Quin nodded. She was all right, though she was trembling uncontrollably. Now the canopy was trembling as well—a faint vibration from an athame was reaching up to them through the sail. The boys were leaving—or perhaps it was John and Maud. Shinobu’s gaze turned from her to look out through the tear in the canvas, as if he’d had the same thought.
“John was here,” he said. “Why? Did he hurt you?”
She shook her head. The confrontation with John felt as though it had happened days ago, though probably not more than an hour had passed.
“No. It was like he thought I might go off and help him. As if there were something still between us,” she whispered. “But he did help me, Shinobu. They would have gotten me if he hadn’t been here.”
Her muscles were starting to shake more violently. Shinobu pulled her closer to him.
“I learned a lot,” he told her. “We were right about the Middle Dread. He was doing so much…You have to help me think everything through.” He drew the athame of the Dreads from his waist and began to adjust its dials. “But first I’m taking you home.”
18 Years Earlier
It was late at night, or perhaps very early in the morning, depending on one’s perspective. Catherine sat cross-legged in the middle of the living room floor of Archie’s flat, which had become her flat as well. He’d fallen asleep hours ago, but she wasn’t tired.
Before her on the floor was a small piece of paper that bore writing in a tidy, foreign hand:
1. Be firm in body, in good health.
2. Clear your thoughts, begin from neutral mind.
3. Focus upon the subject at hand.
4. Place the helm upon your head.
5. Follow these rules faithfully, lest the focal become a havoc helm.
Mariko had written out those instructions and sent them to her. The five steps were directions for using the other object in front of Catherine—the focal she’d found inside Archie’s wardrobe.
She picked up the helmet and felt its cool metal between her hands.
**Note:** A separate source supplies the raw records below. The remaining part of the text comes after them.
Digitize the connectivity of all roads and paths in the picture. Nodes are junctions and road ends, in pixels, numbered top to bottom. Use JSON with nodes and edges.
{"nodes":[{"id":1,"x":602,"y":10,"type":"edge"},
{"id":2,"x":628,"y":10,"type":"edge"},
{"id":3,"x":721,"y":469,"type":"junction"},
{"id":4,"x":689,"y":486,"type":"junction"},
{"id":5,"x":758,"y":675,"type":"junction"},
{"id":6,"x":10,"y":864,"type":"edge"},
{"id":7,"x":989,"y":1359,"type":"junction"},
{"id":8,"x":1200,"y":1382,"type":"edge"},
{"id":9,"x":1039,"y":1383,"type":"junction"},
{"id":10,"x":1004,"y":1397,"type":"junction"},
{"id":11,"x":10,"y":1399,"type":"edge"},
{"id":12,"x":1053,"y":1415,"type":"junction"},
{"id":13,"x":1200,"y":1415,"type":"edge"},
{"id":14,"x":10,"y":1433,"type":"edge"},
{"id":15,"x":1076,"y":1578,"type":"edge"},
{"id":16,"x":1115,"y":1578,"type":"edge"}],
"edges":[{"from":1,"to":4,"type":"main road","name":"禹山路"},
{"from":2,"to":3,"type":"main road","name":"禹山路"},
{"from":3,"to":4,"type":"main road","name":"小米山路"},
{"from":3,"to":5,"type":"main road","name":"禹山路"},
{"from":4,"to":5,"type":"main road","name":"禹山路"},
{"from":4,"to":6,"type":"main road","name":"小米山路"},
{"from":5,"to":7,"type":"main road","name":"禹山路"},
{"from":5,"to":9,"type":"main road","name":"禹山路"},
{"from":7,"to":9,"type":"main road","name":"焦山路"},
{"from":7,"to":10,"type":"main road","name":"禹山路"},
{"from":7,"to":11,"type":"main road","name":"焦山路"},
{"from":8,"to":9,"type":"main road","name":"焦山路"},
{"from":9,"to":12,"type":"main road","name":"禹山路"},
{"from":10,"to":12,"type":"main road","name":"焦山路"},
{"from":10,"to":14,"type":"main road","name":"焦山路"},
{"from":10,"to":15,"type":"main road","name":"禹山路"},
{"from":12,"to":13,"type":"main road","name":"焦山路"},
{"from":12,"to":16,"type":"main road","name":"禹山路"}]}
She’d let it sit in the sun for days, soaking up energy, just as one did with a disruptor when charging it. Now it crackled faintly when she moved it, hinting at the power within.
Resting the focal lightly atop her six-months-pregnant belly, Catherine studied its details for the hundredth time. Or perhaps for the thousandth time. She had never worn it, however, never pulled it fully onto her head, even though she’d had Mariko’s instructions for months.
The baby moved, and Catherine put a hand to her belly. There was always fresh amazement to feel him and to think: There really is a child in there.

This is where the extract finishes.